In fact fast forward a few thousand years and beer was the basis of modern
medicine too.
By
the 16th Century, the average annual consumption of beer in Britain was 530
pints for every man, woman and child – three times the amount we drink
today. Monks were the original master
brewers and the church became rich on the back of their skill then as
entrepreneurs took over, beer spearheaded the creation of trade, commerce,
banking and finance
Beer’s
influence on technology continued unabated into the 20th Century. It gave us
refrigeration after the brewing industry financed research into the process to
keep lager chilled and it revolutionised industry when Michael Owens built the
first automated production line to make beer bottles in 1904 – some 10 years
before Henry Ford took the credit with his cars (as Ford said: “History is
bunk’).
Beer
gets a bad press, owning to many misconceptions. It’s regularly blamed for many
of society’s ills but the reality is that society as we know it is, in large
part at least, only here because of it.
So, next time anyone tells you how evil beer is, remind them that some
of the best ideas come when you drink.
Today,
there are about forty thousand types of beer in the world in an industry that
employs millions of people directly and indirectly. However, the world of beer
is still shrouded in many myths and misconceptions.

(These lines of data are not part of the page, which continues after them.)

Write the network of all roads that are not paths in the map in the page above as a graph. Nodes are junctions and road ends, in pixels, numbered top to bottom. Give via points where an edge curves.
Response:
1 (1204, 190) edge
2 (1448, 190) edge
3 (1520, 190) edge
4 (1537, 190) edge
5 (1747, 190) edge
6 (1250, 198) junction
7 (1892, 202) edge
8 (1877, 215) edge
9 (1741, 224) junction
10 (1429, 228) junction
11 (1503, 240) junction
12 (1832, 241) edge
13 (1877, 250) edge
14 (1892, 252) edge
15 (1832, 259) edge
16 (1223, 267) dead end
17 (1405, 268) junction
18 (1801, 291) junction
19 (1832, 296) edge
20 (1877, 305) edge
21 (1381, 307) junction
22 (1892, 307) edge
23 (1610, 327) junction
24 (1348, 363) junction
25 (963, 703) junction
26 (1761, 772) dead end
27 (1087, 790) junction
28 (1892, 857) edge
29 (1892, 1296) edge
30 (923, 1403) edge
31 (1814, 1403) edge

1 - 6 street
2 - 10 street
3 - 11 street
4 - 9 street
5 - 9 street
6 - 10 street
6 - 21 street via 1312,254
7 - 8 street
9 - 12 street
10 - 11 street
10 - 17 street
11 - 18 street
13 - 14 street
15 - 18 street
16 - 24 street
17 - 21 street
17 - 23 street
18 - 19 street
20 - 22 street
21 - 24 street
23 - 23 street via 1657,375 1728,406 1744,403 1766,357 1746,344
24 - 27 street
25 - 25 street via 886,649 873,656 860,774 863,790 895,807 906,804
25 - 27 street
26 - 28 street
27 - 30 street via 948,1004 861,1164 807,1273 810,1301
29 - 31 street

Some of these are easy to contemplate, while others, downright ridiculous.
Beer
is an alcoholic beverage that carries a lot of benefits and myths.
Interestingly, scientists have found that moderate drinkers who drink regularly
but only in small amounts had lower body weights than their non-drinking peers
and those who drank a lot at once.
There
are at least two ways in which an alcoholic beverage such as beer might impact
beneficially on the body:
First, through a direct physiological impact on bodily tissues and
functions; Second, through
indirect impact, but founded equally on a physiological interaction.
All
the benefits of beer are however, functions of moderate consumption.